(Saved entries)

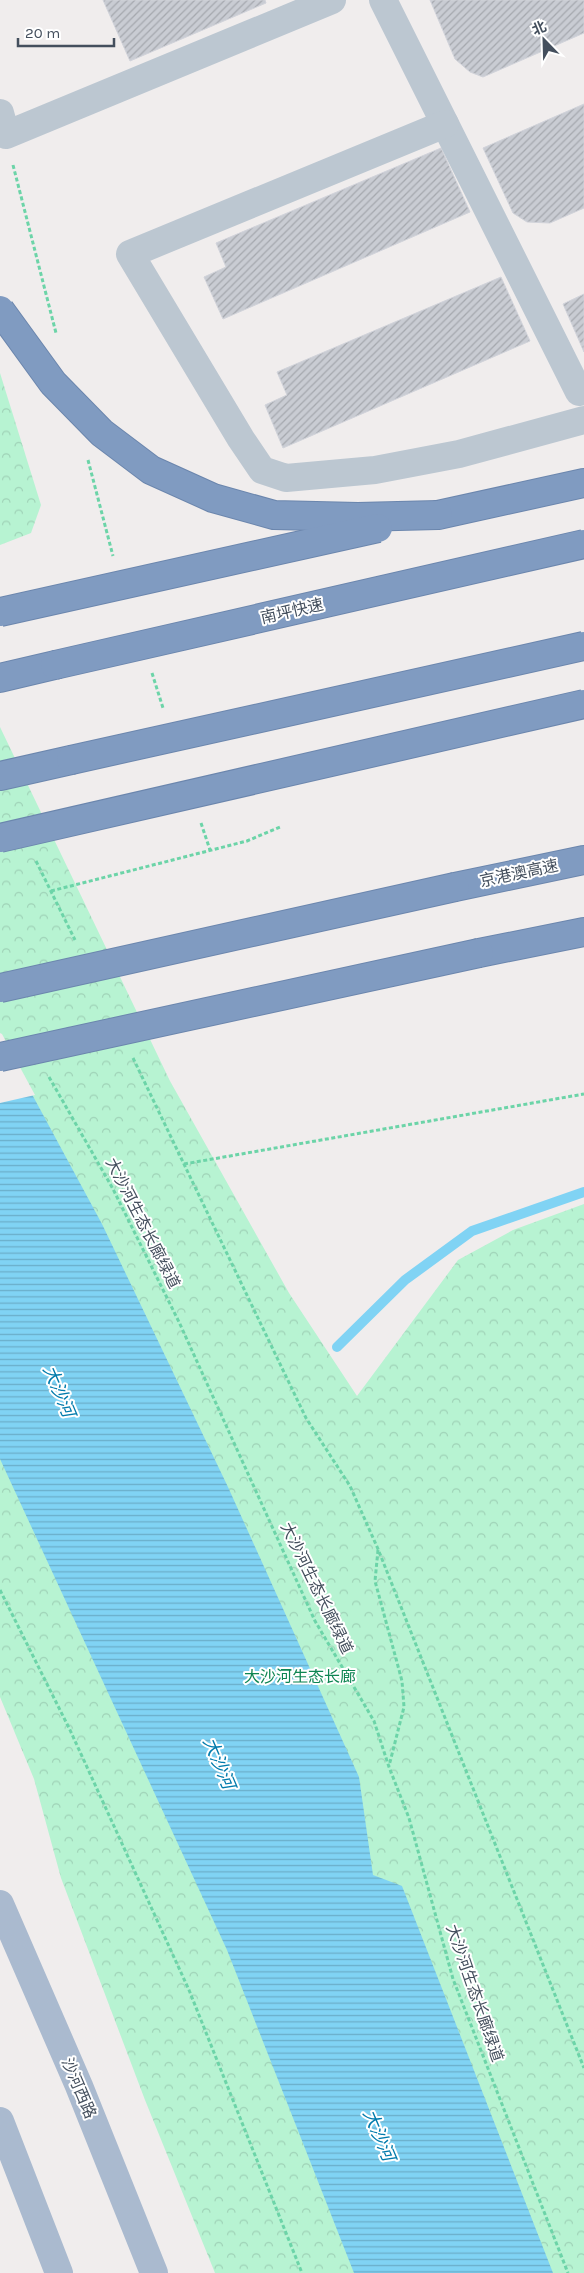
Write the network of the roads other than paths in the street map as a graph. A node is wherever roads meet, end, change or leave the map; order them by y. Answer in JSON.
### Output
{"nodes":[{"id":1,"x":332,"y":0,"type":"edge"},
{"id":2,"x":383,"y":0,"type":"edge"},
{"id":3,"x":3,"y":124,"type":"edge"},
{"id":4,"x":445,"y":124,"type":"junction"},
{"id":5,"x":0,"y":310,"type":"edge"},
{"id":6,"x":584,"y":392,"type":"edge"},
{"id":7,"x":584,"y":420,"type":"edge"},
{"id":8,"x":584,"y":483,"type":"edge"},
{"id":9,"x":438,"y":515,"type":"junction"},
{"id":10,"x":584,"y":544,"type":"edge"},
{"id":11,"x":0,"y":612,"type":"edge"},
{"id":12,"x":584,"y":646,"type":"edge"},
{"id":13,"x":0,"y":678,"type":"edge"},
{"id":14,"x":584,"y":704,"type":"edge"},
{"id":15,"x":0,"y":776,"type":"edge"},
{"id":16,"x":0,"y":838,"type":"edge"},
{"id":17,"x":584,"y":860,"type":"edge"},
{"id":18,"x":584,"y":932,"type":"edge"},
{"id":19,"x":0,"y":988,"type":"edge"},
{"id":20,"x":0,"y":1058,"type":"edge"},
{"id":21,"x":0,"y":1904,"type":"edge"},
{"id":22,"x":0,"y":2121,"type":"edge"},
{"id":23,"x":59,"y":2273,"type":"edge"},
{"id":24,"x":154,"y":2273,"type":"edge"}],
"edges":[{"from":1,"to":3,"type":"lane"},
{"from":2,"to":4,"type":"lane"},
{"from":4,"to":6,"type":"lane"},
{"from":4,"to":7,"type":"lane"},
{"from":5,"to":9,"type":"highway","bridge":true},
{"from":8,"to":9,"type":"highway"},
{"from":9,"to":11,"type":"highway","bridge":true},
{"from":10,"to":13,"type":"highway","name":"南坪快速","bridge":true},
{"from":12,"to":15,"type":"highway","bridge":true},
{"from":14,"to":16,"type":"highway","bridge":true},
{"from":17,"to":19,"type":"highway","name":"京港澳高速","bridge":true},
{"from":18,"to":20,"type":"highway","bridge":true},
{"from":21,"to":24,"type":"main road","name":"沙河西路"},
{"from":22,"to":23,"type":"main road"}]}
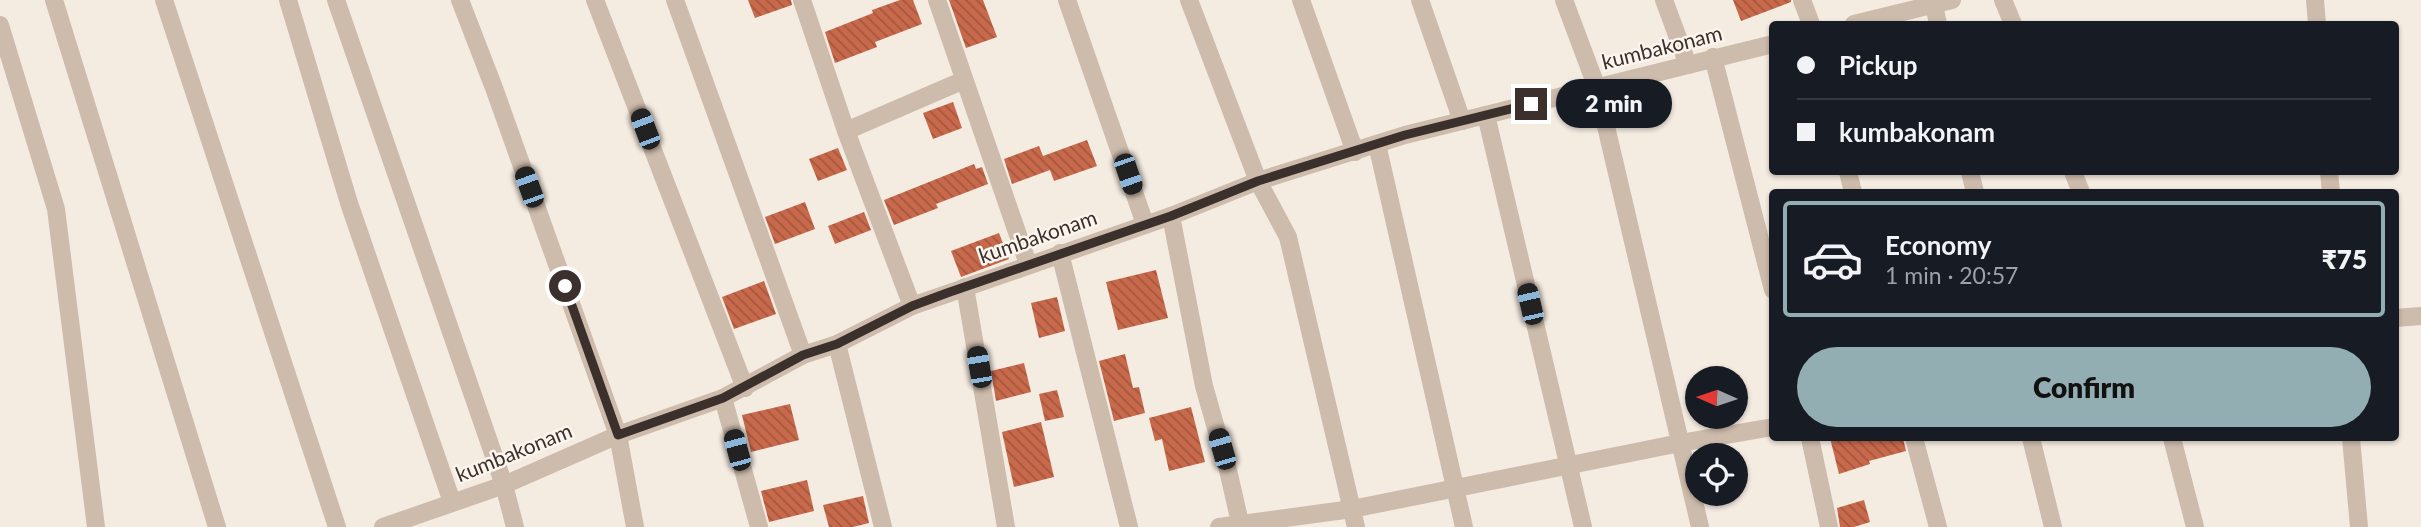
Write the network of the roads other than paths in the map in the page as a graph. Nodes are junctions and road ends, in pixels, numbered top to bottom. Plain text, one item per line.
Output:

Work to complete:
Your answer must be the records exactly as they stand, with no pictures in it.

Solved exercise:
Write the network of the roads other than paths in the street map as a graph. A node is wherever roads meet, end, change or leave the map; order them by y. Answer in JSON.
### Output
{"nodes":[{"id":1,"x":332,"y":0,"type":"edge"},
{"id":2,"x":383,"y":0,"type":"edge"},
{"id":3,"x":3,"y":124,"type":"edge"},
{"id":4,"x":445,"y":124,"type":"junction"},
{"id":5,"x":0,"y":310,"type":"edge"},
{"id":6,"x":584,"y":392,"type":"edge"},
{"id":7,"x":584,"y":420,"type":"edge"},
{"id":8,"x":584,"y":483,"type":"edge"},
{"id":9,"x":438,"y":515,"type":"junction"},
{"id":10,"x":584,"y":544,"type":"edge"},
{"id":11,"x":0,"y":612,"type":"edge"},
{"id":12,"x":584,"y":646,"type":"edge"},
{"id":13,"x":0,"y":678,"type":"edge"},
{"id":14,"x":584,"y":704,"type":"edge"},
{"id":15,"x":0,"y":776,"type":"edge"},
{"id":16,"x":0,"y":838,"type":"edge"},
{"id":17,"x":584,"y":860,"type":"edge"},
{"id":18,"x":584,"y":932,"type":"edge"},
{"id":19,"x":0,"y":988,"type":"edge"},
{"id":20,"x":0,"y":1058,"type":"edge"},
{"id":21,"x":0,"y":1904,"type":"edge"},
{"id":22,"x":0,"y":2121,"type":"edge"},
{"id":23,"x":59,"y":2273,"type":"edge"},
{"id":24,"x":154,"y":2273,"type":"edge"}],
"edges":[{"from":1,"to":3,"type":"lane"},
{"from":2,"to":4,"type":"lane"},
{"from":4,"to":6,"type":"lane"},
{"from":4,"to":7,"type":"lane"},
{"from":5,"to":9,"type":"highway","bridge":true},
{"from":8,"to":9,"type":"highway"},
{"from":9,"to":11,"type":"highway","bridge":true},
{"from":10,"to":13,"type":"highway","name":"南坪快速","bridge":true},
{"from":12,"to":15,"type":"highway","bridge":true},
{"from":14,"to":16,"type":"highway","bridge":true},
{"from":17,"to":19,"type":"highway","name":"京港澳高速","bridge":true},
{"from":18,"to":20,"type":"highway","bridge":true},
{"from":21,"to":24,"type":"main road","name":"沙河西路"},
{"from":22,"to":23,"type":"main road"}]}
Write the network of the roads other than paths in the map in the page as a graph. Nodes are junctions and road ends, in pixels, numbered top to bottom. Plain text, one item per line.
Output:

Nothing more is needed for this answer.